■ **Assignment**: Return copies of the lines below that mention "Heron".

■ **Data for processing**:
——————

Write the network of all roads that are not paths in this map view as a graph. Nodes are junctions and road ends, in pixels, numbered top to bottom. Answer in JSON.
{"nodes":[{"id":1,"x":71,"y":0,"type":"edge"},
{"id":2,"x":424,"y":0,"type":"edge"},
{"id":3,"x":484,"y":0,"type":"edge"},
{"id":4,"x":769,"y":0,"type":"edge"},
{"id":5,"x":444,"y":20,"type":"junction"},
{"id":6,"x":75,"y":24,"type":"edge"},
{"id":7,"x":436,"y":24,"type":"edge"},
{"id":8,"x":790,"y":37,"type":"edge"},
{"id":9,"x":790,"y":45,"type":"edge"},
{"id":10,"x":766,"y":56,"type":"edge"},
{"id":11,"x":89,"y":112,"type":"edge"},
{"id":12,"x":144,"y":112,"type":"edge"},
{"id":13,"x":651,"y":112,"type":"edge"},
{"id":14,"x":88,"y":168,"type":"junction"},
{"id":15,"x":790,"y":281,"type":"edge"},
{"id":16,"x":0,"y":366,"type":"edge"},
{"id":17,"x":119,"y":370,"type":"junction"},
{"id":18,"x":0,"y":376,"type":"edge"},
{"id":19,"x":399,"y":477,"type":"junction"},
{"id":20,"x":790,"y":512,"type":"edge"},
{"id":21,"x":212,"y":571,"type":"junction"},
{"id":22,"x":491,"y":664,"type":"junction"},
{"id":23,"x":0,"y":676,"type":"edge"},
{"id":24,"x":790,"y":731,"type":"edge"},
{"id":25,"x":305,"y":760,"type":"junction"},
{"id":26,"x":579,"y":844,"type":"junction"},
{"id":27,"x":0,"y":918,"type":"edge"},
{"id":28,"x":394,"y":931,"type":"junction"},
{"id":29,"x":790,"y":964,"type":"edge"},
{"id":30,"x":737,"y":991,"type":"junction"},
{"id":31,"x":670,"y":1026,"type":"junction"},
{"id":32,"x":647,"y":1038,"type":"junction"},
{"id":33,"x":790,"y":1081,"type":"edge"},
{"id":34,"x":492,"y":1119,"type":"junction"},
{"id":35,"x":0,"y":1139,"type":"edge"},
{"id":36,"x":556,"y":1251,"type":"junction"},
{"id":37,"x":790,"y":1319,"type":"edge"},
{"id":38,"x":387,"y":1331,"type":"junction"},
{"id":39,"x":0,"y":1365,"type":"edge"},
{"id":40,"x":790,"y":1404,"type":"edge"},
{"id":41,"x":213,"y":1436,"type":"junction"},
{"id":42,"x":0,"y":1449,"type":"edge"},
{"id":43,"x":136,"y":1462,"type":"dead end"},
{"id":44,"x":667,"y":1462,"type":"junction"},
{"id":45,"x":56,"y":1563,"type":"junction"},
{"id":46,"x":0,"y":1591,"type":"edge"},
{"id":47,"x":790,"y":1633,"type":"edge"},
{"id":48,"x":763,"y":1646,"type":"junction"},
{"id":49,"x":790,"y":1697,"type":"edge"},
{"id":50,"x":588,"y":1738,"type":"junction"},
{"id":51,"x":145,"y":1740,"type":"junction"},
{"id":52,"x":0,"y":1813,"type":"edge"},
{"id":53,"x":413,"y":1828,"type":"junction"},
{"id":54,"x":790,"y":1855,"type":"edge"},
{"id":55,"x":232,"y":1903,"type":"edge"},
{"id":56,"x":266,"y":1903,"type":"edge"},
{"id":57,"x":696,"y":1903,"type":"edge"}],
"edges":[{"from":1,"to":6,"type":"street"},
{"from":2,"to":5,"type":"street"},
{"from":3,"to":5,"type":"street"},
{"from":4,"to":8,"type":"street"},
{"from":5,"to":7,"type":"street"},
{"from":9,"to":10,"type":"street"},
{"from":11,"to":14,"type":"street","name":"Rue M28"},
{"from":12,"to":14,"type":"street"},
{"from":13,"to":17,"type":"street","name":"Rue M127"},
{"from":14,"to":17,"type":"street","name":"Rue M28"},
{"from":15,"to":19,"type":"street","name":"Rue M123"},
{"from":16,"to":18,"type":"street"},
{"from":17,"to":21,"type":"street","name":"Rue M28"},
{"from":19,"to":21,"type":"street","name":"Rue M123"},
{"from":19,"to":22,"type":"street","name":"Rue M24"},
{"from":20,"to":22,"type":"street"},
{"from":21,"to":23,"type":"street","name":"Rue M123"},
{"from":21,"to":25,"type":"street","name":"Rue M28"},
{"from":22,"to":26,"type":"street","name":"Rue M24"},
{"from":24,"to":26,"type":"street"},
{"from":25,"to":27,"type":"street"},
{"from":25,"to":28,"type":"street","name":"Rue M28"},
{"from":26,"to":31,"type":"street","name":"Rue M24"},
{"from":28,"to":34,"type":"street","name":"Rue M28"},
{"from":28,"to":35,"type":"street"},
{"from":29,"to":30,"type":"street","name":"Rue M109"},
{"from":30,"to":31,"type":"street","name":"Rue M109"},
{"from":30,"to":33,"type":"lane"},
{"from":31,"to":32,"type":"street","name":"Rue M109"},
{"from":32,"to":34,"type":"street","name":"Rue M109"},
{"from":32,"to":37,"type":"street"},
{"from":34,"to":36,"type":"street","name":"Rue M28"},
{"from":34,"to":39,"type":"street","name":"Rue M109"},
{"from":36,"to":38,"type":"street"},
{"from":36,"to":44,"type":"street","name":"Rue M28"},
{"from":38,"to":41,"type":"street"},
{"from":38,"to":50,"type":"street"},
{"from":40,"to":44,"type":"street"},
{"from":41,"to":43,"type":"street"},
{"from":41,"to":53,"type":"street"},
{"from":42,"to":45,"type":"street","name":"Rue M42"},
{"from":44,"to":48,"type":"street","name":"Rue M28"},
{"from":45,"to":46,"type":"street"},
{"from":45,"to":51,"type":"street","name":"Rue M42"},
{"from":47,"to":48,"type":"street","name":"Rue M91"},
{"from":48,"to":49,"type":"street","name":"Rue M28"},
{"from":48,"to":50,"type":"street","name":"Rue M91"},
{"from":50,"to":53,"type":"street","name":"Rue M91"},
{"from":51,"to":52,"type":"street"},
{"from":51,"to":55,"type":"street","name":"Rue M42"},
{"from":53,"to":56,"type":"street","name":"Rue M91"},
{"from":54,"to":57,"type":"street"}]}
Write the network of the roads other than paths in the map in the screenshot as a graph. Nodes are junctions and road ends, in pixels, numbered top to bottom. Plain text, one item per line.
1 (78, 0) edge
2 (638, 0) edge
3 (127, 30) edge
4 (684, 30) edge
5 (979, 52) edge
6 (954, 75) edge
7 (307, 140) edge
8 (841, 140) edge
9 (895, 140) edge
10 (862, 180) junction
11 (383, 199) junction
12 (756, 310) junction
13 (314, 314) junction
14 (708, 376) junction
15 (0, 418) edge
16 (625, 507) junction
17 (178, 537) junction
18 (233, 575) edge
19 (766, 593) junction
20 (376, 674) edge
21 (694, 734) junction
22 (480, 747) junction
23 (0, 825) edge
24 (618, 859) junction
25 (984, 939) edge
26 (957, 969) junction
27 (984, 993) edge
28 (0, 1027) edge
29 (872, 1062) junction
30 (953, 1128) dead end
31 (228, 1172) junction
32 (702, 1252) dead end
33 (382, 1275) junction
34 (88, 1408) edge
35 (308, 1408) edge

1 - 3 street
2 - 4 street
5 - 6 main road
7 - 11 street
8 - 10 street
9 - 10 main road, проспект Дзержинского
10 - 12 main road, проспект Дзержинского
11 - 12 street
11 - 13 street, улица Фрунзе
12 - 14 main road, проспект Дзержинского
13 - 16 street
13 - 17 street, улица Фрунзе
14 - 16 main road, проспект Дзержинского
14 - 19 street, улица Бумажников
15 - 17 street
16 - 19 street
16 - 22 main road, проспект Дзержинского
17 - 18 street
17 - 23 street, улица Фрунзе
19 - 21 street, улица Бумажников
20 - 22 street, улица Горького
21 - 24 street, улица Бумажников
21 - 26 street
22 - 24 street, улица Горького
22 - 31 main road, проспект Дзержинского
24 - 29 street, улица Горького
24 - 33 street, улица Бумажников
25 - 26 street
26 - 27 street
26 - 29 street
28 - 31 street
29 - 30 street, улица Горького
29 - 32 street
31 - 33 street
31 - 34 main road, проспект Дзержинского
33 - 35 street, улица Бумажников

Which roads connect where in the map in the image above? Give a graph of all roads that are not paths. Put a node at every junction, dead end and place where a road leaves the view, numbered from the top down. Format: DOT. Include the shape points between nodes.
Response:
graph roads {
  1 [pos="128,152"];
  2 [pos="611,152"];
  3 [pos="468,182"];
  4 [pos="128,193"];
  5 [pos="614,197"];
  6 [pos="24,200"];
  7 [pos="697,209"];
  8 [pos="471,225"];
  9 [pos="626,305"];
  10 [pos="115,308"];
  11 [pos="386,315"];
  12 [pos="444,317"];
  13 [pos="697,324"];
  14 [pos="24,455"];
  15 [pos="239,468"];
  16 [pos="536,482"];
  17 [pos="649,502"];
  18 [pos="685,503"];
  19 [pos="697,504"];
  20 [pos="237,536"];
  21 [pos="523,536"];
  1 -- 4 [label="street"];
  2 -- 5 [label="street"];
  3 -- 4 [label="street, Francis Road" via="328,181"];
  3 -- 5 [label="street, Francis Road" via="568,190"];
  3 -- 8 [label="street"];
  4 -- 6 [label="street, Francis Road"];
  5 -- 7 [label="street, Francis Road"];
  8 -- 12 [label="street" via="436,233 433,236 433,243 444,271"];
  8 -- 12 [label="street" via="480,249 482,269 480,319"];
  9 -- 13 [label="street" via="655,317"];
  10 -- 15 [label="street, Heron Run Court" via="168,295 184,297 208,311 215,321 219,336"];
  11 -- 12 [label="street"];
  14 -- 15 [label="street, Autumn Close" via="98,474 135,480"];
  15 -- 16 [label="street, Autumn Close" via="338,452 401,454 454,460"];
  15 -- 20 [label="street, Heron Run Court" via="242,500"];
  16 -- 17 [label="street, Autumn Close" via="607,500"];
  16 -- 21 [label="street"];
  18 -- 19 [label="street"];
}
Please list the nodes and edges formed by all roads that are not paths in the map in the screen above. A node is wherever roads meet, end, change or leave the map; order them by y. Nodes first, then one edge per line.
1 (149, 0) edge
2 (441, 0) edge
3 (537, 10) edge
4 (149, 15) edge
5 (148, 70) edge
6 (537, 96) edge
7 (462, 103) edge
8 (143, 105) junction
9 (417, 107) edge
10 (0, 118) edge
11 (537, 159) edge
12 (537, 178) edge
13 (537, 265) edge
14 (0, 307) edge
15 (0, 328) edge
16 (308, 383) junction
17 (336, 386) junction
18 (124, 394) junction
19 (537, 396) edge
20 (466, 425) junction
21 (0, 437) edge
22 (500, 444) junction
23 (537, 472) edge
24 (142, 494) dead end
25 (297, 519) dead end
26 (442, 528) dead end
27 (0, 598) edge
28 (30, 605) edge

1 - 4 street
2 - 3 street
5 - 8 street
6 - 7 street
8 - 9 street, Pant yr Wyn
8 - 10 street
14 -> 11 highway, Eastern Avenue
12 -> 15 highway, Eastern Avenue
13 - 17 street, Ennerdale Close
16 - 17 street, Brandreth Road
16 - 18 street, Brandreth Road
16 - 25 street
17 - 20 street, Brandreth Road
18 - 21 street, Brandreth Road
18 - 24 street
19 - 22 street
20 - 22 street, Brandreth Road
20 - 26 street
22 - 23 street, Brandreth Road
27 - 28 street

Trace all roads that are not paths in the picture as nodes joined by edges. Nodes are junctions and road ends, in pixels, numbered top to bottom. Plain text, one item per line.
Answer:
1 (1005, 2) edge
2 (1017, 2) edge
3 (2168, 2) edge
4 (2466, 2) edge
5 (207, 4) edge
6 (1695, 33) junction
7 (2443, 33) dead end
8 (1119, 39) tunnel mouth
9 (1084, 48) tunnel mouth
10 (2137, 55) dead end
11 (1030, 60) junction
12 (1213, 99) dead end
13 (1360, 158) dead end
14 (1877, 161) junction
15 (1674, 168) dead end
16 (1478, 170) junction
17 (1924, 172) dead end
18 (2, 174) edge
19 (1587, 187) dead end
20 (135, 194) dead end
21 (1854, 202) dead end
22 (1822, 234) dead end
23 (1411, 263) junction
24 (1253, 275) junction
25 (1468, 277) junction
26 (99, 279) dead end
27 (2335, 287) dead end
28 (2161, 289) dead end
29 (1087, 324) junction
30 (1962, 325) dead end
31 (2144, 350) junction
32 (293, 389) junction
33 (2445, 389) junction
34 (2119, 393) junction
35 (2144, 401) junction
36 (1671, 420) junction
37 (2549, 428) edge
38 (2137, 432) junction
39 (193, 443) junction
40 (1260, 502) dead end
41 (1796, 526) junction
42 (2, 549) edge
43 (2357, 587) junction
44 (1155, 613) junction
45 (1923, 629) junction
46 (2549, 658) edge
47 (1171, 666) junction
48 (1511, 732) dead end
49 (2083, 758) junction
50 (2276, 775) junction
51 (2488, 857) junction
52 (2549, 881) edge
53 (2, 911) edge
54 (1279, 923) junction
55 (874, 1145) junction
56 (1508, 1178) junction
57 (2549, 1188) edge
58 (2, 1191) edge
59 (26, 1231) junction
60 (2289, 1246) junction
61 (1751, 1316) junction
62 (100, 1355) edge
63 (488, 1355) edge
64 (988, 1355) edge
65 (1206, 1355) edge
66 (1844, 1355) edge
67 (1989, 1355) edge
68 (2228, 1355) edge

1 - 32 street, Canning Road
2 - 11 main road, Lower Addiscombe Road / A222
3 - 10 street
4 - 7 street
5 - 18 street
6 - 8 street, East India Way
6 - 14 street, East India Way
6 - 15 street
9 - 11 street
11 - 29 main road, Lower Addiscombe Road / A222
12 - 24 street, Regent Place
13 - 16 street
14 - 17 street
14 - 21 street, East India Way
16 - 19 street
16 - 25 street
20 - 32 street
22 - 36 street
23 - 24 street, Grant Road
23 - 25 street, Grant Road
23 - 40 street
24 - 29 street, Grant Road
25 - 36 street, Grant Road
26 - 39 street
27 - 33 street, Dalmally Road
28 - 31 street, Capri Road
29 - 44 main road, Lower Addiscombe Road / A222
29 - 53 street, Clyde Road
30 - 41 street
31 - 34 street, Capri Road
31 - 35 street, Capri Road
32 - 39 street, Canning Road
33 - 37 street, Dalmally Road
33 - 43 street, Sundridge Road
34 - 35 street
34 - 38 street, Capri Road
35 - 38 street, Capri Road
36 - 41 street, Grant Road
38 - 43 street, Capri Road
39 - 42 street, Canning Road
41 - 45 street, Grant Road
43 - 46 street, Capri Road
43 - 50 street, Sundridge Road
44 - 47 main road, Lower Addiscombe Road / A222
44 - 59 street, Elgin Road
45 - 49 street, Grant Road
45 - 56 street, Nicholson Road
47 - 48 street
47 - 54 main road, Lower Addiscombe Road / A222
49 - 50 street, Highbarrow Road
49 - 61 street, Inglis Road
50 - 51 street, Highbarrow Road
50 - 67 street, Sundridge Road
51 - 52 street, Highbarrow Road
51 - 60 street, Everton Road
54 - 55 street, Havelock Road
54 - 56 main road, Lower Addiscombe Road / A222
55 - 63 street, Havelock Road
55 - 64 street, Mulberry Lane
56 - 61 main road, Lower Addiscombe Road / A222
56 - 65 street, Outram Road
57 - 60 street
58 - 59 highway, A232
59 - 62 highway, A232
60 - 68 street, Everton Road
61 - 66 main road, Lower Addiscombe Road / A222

——————

■ **Exercise answer**:
  10 -- 15 [label="street, Heron Run Court" via="168,295 184,297 208,311 215,321 219,336"];
  15 -- 20 [label="street, Heron Run Court" via="242,500"];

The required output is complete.